Type 2 diabetes is a complex, multifactorial disorder, heavily influenced by both genetic and environmental determinants. Yet neither genetics nor environmental factors alone explain why some develop the disease while others don’t, thus paving the way for hypotheses on environment-gene interactions, most notably interactions involving modifiable lifestyle factors such as physical activity and diet.
Findings from dietary magnesium-gene investigations conducted to date have generally failed to yield consistent and robust results. Interaction analyses have suffered from a number of limitations that may hamper the accumulation of unequivocal evidence. As has been frequently noted by those working in the field of nutrigenetics/nutrigenomics  at the epidemiologic level, such work is inherently complex, likely involving multiple loci, biomarkers, and biofeedback, and yet thus far statistical modeling has taken a relatively simple approach (e.g., a single locus, haplotype, or genetic risk score based on multiple loci, crossed with a single measure of the environmental or dietary exposure). Studies are prone to spurious associations, and signals are potentially overwhelmed by residual confounding, imprecise dietary measures, or multiple testing.

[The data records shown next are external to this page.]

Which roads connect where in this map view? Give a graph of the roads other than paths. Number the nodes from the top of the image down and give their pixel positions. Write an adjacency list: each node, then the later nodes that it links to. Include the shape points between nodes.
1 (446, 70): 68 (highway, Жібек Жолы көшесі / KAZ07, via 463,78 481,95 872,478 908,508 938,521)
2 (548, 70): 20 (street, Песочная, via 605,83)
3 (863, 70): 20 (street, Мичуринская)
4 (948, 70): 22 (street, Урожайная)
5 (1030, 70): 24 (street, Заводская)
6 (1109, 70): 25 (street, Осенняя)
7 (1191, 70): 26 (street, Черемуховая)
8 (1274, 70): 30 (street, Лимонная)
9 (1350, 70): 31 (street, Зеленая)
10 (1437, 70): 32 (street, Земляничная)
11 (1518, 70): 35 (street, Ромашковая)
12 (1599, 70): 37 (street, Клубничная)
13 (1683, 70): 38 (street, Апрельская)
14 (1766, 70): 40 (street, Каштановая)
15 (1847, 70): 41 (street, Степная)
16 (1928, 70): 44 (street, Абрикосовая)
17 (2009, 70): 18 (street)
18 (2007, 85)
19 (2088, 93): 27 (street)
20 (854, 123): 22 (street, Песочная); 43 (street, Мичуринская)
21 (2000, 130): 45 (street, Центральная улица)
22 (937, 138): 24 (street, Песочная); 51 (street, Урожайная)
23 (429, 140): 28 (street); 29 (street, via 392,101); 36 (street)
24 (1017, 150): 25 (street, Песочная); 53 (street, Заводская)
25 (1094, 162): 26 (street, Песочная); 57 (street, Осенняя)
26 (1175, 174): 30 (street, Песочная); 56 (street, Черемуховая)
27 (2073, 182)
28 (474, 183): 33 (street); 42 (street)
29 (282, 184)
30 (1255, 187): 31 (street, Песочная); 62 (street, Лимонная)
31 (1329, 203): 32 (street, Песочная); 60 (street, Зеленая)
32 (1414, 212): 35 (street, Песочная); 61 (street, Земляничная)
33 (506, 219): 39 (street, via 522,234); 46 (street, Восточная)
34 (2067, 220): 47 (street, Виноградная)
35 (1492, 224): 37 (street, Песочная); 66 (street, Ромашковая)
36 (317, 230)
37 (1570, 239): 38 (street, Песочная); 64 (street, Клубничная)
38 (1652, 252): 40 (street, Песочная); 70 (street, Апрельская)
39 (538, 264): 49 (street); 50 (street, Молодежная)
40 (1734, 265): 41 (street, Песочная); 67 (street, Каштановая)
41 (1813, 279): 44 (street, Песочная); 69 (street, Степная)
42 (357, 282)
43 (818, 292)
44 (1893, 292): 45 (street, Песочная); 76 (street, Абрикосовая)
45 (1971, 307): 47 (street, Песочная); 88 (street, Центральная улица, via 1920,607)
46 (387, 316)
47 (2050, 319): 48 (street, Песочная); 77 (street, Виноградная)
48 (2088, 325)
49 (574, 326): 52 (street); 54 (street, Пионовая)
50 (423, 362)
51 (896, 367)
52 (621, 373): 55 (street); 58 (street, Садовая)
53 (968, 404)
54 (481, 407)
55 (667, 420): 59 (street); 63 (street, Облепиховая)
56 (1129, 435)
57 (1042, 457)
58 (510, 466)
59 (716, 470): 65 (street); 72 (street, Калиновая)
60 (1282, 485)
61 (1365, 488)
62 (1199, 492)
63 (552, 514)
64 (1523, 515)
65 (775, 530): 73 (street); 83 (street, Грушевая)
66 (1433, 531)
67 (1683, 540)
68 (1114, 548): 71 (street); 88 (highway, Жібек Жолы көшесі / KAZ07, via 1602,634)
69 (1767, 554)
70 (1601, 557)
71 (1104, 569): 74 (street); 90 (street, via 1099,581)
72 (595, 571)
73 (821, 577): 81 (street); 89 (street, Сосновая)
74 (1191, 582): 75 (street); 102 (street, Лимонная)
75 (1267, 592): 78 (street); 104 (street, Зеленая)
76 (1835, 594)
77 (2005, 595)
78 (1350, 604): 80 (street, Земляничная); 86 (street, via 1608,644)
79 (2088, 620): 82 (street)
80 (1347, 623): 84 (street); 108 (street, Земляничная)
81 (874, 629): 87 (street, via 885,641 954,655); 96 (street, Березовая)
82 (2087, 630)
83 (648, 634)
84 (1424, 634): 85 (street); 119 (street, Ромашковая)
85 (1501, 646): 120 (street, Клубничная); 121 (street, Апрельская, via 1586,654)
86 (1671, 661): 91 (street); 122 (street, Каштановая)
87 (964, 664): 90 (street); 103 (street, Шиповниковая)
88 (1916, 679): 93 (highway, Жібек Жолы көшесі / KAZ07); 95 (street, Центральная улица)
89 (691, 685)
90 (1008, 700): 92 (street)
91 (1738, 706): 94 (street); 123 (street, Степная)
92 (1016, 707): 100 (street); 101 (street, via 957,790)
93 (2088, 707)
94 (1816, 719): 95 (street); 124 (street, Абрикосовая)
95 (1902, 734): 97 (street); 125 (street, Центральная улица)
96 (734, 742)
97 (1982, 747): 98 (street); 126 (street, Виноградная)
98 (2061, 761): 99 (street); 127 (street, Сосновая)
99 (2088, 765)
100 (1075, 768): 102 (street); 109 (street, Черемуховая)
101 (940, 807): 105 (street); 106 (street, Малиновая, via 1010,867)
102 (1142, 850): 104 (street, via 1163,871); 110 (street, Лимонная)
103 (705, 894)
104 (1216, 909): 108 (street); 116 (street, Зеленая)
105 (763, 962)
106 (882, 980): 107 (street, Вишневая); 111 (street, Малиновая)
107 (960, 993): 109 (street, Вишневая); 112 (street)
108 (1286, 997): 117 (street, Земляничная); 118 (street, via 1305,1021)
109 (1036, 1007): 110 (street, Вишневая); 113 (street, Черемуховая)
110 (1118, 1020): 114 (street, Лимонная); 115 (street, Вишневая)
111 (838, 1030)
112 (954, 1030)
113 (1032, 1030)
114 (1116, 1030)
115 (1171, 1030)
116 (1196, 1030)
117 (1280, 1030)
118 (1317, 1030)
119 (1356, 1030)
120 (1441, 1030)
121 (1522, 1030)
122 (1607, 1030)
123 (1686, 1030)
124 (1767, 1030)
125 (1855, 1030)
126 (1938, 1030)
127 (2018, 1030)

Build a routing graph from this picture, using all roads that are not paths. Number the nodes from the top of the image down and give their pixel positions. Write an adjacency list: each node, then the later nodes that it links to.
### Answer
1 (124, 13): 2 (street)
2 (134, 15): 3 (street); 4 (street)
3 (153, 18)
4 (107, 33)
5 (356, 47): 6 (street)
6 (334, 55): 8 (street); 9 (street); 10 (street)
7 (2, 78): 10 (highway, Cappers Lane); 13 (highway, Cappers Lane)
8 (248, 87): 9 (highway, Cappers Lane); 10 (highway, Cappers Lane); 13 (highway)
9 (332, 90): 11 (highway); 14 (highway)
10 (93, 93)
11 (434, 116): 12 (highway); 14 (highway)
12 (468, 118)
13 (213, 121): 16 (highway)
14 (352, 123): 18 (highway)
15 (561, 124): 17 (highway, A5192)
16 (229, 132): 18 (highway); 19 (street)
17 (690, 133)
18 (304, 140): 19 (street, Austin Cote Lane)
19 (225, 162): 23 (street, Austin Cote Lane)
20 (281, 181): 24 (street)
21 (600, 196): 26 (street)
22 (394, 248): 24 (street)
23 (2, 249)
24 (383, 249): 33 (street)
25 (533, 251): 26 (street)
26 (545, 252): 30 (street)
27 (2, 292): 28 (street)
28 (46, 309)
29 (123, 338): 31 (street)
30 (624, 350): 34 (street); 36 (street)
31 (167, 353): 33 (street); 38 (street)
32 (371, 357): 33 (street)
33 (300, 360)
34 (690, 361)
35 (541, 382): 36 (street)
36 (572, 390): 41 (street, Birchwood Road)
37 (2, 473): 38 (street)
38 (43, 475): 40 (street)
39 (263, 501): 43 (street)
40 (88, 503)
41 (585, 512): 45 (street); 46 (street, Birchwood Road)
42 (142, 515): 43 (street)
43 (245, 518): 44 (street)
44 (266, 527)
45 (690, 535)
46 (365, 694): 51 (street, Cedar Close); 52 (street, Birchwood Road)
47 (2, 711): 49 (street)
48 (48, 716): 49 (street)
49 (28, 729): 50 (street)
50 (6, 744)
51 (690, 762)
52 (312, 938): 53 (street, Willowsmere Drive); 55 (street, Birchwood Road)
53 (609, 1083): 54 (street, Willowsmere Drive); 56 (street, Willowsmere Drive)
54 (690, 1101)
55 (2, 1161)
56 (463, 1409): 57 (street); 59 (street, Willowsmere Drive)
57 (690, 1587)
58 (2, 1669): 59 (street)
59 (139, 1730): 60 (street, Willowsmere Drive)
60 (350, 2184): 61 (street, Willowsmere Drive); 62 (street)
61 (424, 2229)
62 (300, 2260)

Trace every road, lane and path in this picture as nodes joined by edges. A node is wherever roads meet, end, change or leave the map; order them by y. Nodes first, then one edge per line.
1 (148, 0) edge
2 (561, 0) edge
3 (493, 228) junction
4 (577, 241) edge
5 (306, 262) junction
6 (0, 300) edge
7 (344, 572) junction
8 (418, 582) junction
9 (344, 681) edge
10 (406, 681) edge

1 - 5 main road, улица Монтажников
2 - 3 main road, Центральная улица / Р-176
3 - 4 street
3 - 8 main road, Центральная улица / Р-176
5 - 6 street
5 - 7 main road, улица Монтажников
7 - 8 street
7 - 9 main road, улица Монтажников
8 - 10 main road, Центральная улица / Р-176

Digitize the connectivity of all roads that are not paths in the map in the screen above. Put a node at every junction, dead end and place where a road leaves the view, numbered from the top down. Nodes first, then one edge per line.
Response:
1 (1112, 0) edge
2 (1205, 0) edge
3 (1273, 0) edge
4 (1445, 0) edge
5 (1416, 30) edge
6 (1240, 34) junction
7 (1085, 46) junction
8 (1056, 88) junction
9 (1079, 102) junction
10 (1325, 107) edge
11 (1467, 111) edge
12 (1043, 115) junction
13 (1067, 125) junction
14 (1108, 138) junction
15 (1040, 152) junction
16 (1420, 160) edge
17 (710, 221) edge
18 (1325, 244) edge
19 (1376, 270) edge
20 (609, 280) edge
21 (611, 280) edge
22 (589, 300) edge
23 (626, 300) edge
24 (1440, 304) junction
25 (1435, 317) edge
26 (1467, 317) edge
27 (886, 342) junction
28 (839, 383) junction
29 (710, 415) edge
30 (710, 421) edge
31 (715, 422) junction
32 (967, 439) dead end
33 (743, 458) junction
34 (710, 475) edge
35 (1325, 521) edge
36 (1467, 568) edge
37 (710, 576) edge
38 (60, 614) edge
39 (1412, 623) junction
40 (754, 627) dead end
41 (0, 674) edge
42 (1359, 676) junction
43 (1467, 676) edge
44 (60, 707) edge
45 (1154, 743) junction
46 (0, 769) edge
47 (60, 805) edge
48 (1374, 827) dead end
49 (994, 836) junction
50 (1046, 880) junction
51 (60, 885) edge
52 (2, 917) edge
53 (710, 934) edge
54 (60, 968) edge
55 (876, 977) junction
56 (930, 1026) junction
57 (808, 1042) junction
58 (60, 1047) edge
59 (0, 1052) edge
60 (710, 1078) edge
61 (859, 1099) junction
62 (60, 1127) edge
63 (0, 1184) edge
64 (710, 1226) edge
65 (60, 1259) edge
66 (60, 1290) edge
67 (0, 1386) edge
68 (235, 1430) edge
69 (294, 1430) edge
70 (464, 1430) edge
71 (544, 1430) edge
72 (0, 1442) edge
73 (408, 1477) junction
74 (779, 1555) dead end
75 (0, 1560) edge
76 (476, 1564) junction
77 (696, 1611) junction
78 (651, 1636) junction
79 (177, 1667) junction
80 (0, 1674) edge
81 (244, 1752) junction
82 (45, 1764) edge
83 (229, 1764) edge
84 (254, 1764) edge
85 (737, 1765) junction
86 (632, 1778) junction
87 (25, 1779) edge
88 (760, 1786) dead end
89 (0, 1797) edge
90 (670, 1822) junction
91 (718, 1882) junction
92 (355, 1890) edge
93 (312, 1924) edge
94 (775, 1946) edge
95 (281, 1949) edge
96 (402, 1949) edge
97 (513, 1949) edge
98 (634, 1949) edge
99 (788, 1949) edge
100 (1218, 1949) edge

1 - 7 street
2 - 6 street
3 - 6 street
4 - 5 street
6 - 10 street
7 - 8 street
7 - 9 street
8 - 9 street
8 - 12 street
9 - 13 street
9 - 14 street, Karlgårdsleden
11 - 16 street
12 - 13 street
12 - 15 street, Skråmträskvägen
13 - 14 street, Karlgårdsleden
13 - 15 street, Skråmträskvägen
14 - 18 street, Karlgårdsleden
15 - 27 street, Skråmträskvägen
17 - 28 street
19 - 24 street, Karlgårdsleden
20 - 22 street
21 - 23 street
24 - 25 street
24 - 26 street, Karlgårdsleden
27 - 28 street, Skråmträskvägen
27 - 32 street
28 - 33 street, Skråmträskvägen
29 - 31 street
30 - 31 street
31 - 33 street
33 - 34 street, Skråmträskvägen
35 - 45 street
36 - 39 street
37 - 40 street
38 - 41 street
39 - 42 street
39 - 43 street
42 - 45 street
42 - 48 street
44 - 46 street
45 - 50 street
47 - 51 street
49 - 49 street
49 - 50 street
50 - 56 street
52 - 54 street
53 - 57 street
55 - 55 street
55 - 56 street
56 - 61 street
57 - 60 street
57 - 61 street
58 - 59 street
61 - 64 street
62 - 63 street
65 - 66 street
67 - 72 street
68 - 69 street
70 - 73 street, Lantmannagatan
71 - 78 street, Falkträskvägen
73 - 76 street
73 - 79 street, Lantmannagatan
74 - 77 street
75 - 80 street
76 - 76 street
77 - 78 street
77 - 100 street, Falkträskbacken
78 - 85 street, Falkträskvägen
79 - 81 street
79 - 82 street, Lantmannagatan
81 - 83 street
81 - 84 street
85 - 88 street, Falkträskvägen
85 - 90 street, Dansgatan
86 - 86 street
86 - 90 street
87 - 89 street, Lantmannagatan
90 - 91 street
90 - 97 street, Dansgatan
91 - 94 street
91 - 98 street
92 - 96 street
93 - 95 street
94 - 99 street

Future well-designed mechanistic studies, which would lend themselves to our basic understanding of magnesium homeostasis, are warranted. Among these is a relatively straightforward study of magnesium supplementation in carriers of rare variants associated with magnesium homeostasis and transport, notably the TRPMs as well as familial hypomagnesaemia, and how supplementation in these individuals differentially affects biomarkers of magnesium status relative to those without the mutations. Such a study would do much to not only assess the magnitude of the impact of serum magnesium-lowering alleles in the presence of equivalent dietary intake in non-carriers, but also the underlying mechanisms.
A second and equally obvious trial is that of magnesium supplementation as primary prevention for diabetes. To date, such a study has been unfeasible owing to length-of-follow-up and costs associated with long-term randomized trials. Hampering this and other studies of single supplemental nutrients is the historicity of the single-nutrient approach in the context of the randomized trial: many have notoriously not wrought the fruit suggested they would by observational literature. Nevertheless, other observational approaches designed to advance our understanding of magnesium-gene interactions are underway, including a genome-wide interaction study of magnesium intake involving over 20 observational cohorts in the US and Europe. In the interim, then, these and functional and mechanistic studies, coupled with smaller trials in genetically or physiologically at-risk individuals will continue to be the norm, and will hopefully lend themselves to the incremental insights needed to truly understand the myriad roles of this fascinating and yet relatively underappreciated mineral.
The authors thank the excellent and persevering scientists and researchers who have over the decades devoted themselves to both understanding and translating the importance of magnesium.
Conflicts of Interest
The authors declare no conflict of interest.